-- Records to use follows --

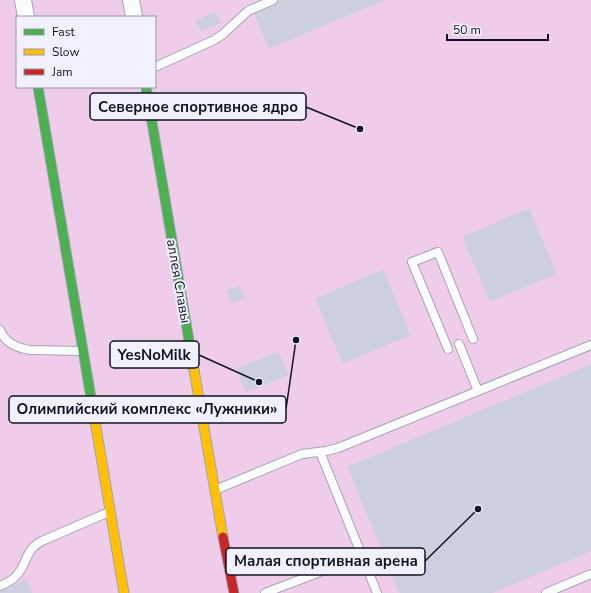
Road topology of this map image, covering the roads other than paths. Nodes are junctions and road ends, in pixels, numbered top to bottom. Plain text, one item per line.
1 (23, 0) edge
2 (132, 0) edge
3 (273, 0) edge
4 (26, 16) edge
5 (134, 16) edge
6 (156, 67) edge
7 (38, 88) edge
8 (146, 88) edge
9 (0, 330) edge
10 (473, 339) dead end
11 (459, 344) dead end
12 (591, 345) edge
13 (448, 349) dead end
14 (83, 351) junction
15 (478, 391) junction
16 (320, 452) junction
17 (214, 490) junction
18 (110, 512) junction
19 (362, 556) junction
20 (591, 574) edge
21 (0, 586) edge
22 (124, 593) edge
23 (234, 593) edge
24 (265, 593) edge
25 (377, 593) edge
26 (546, 593) edge

1 - 4 street
2 - 5 street
3 - 6 lane
7 - 14 street
8 - 17 street, аллея Славы
9 - 14 lane
10 - 13 lane
11 - 15 lane
12 - 15 lane
14 - 18 street
15 - 16 lane
16 - 17 lane
16 - 19 lane
17 - 23 street, аллея Славы
18 - 21 lane
18 - 22 street
19 - 24 lane
19 - 25 lane
20 - 26 lane

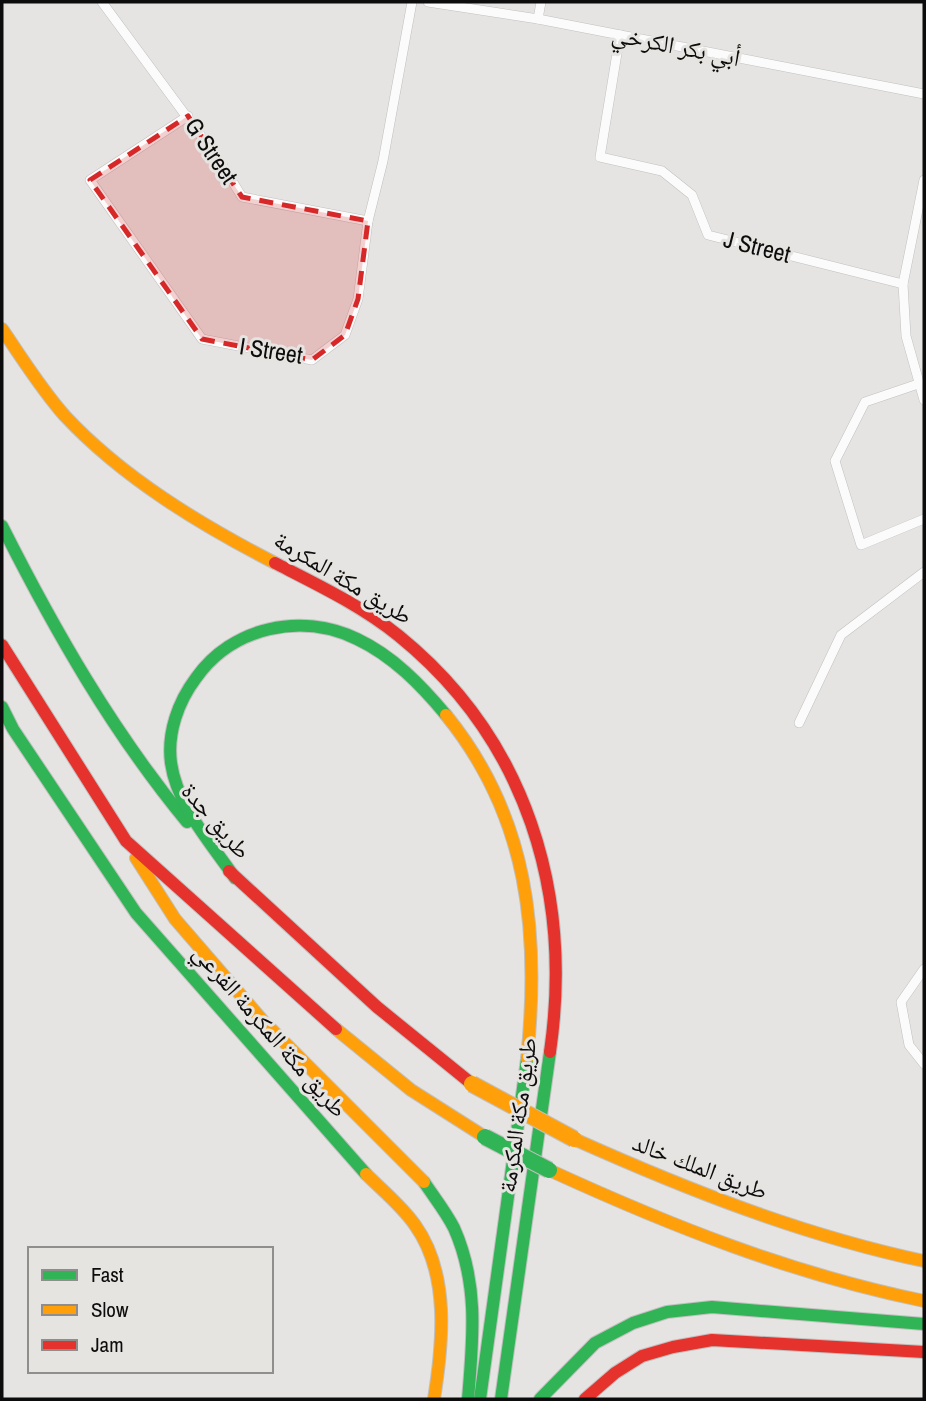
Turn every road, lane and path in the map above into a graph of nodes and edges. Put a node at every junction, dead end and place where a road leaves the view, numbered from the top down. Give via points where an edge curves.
1 (102, 2) edge
2 (412, 2) edge
3 (428, 2) edge
4 (541, 2) edge
5 (538, 19) junction
6 (620, 35) junction
7 (924, 94) edge
8 (188, 116) junction
9 (924, 180) edge
10 (368, 221) junction
11 (903, 284) junction
12 (2, 329) edge
13 (918, 384) junction
14 (924, 400) edge
15 (924, 519) edge
16 (2, 526) edge
17 (924, 572) edge
18 (2, 645) edge
19 (2, 707) edge
20 (799, 723) dead end
21 (126, 841) junction
22 (235, 878) junction
23 (924, 969) edge
24 (924, 1064) edge
25 (472, 1084) joint
26 (924, 1261) edge
27 (924, 1301) edge
28 (924, 1324) edge
29 (924, 1352) edge
30 (434, 1399) edge
31 (468, 1399) edge
32 (480, 1399) edge
33 (501, 1399) edge
34 (540, 1399) edge
35 (585, 1399) edge

1 - 8 street, G Street
2 - 10 street, I Street
3 - 5 street, أبي بكر الكرخي
4 - 5 street
5 - 6 street, أبي بكر الكرخي
6 - 7 street, أبي بكر الكرخي
6 - 11 street, J Street via 600,157 662,171 692,195 708,236
8 - 10 street, G Street via 242,197
8 - 10 street, I Street via 90,180 202,339 312,360 345,335 358,299
9 - 11 street
11 - 13 street via 906,335
12 - 33 main road, طريق مكة المكرمة via 66,415 125,466 182,509 366,613 415,648 462,700 502,757 530,819 548,877 557,944 557,1003
13 - 14 street
13 - 15 street via 865,402 835,461 861,545
16 - 22 main road, طريق جدة via 51,623 110,722 159,790
17 - 20 street via 841,635
18 - 21 main road
19 - 30 main road, طريق مكة المكرمة الفرعي via 136,913 414,1223 427,1244 440,1292 441,1353
21 - 27 main road, bridge via 353,1045 411,1090 485,1137 685,1231 862,1290
21 - 31 main road via 175,919 264,1023 423,1181 453,1226 471,1276 474,1322
22 - 25 main road, طريق جدة via 377,1007
22 - 32 main road, طريق مكة المكرمة via 182,800 171,769 171,737 182,697 201,669 255,630 319,625 383,652 446,714 491,788 515,842 533,936 526,1058
23 - 24 street via 901,1002 909,1045
25 - 26 main road, طريق الملك خالد, bridge via 655,1176 771,1219
28 - 34 main road via 712,1307 667,1312 595,1343
29 - 35 main road via 712,1340 682,1344 643,1355 615,1370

-- Records to use concluded --

Exercise brief: Omit the pictures, then output the rest of the listing exactly.

Output for this exercise:
Road topology of this map image, covering the roads other than paths. Nodes are junctions and road ends, in pixels, numbered top to bottom. Plain text, one item per line.
1 (23, 0) edge
2 (132, 0) edge
3 (273, 0) edge
4 (26, 16) edge
5 (134, 16) edge
6 (156, 67) edge
7 (38, 88) edge
8 (146, 88) edge
9 (0, 330) edge
10 (473, 339) dead end
11 (459, 344) dead end
12 (591, 345) edge
13 (448, 349) dead end
14 (83, 351) junction
15 (478, 391) junction
16 (320, 452) junction
17 (214, 490) junction
18 (110, 512) junction
19 (362, 556) junction
20 (591, 574) edge
21 (0, 586) edge
22 (124, 593) edge
23 (234, 593) edge
24 (265, 593) edge
25 (377, 593) edge
26 (546, 593) edge

1 - 4 street
2 - 5 street
3 - 6 lane
7 - 14 street
8 - 17 street, аллея Славы
9 - 14 lane
10 - 13 lane
11 - 15 lane
12 - 15 lane
14 - 18 street
15 - 16 lane
16 - 17 lane
16 - 19 lane
17 - 23 street, аллея Славы
18 - 21 lane
18 - 22 street
19 - 24 lane
19 - 25 lane
20 - 26 lane

Turn every road, lane and path in the map above into a graph of nodes and edges. Put a node at every junction, dead end and place where a road leaves the view, numbered from the top down. Give via points where an edge curves.
1 (102, 2) edge
2 (412, 2) edge
3 (428, 2) edge
4 (541, 2) edge
5 (538, 19) junction
6 (620, 35) junction
7 (924, 94) edge
8 (188, 116) junction
9 (924, 180) edge
10 (368, 221) junction
11 (903, 284) junction
12 (2, 329) edge
13 (918, 384) junction
14 (924, 400) edge
15 (924, 519) edge
16 (2, 526) edge
17 (924, 572) edge
18 (2, 645) edge
19 (2, 707) edge
20 (799, 723) dead end
21 (126, 841) junction
22 (235, 878) junction
23 (924, 969) edge
24 (924, 1064) edge
25 (472, 1084) joint
26 (924, 1261) edge
27 (924, 1301) edge
28 (924, 1324) edge
29 (924, 1352) edge
30 (434, 1399) edge
31 (468, 1399) edge
32 (480, 1399) edge
33 (501, 1399) edge
34 (540, 1399) edge
35 (585, 1399) edge

1 - 8 street, G Street
2 - 10 street, I Street
3 - 5 street, أبي بكر الكرخي
4 - 5 street
5 - 6 street, أبي بكر الكرخي
6 - 7 street, أبي بكر الكرخي
6 - 11 street, J Street via 600,157 662,171 692,195 708,236
8 - 10 street, G Street via 242,197
8 - 10 street, I Street via 90,180 202,339 312,360 345,335 358,299
9 - 11 street
11 - 13 street via 906,335
12 - 33 main road, طريق مكة المكرمة via 66,415 125,466 182,509 366,613 415,648 462,700 502,757 530,819 548,877 557,944 557,1003
13 - 14 street
13 - 15 street via 865,402 835,461 861,545
16 - 22 main road, طريق جدة via 51,623 110,722 159,790
17 - 20 street via 841,635
18 - 21 main road
19 - 30 main road, طريق مكة المكرمة الفرعي via 136,913 414,1223 427,1244 440,1292 441,1353
21 - 27 main road, bridge via 353,1045 411,1090 485,1137 685,1231 862,1290
21 - 31 main road via 175,919 264,1023 423,1181 453,1226 471,1276 474,1322
22 - 25 main road, طريق جدة via 377,1007
22 - 32 main road, طريق مكة المكرمة via 182,800 171,769 171,737 182,697 201,669 255,630 319,625 383,652 446,714 491,788 515,842 533,936 526,1058
23 - 24 street via 901,1002 909,1045
25 - 26 main road, طريق الملك خالد, bridge via 655,1176 771,1219
28 - 34 main road via 712,1307 667,1312 595,1343
29 - 35 main road via 712,1340 682,1344 643,1355 615,1370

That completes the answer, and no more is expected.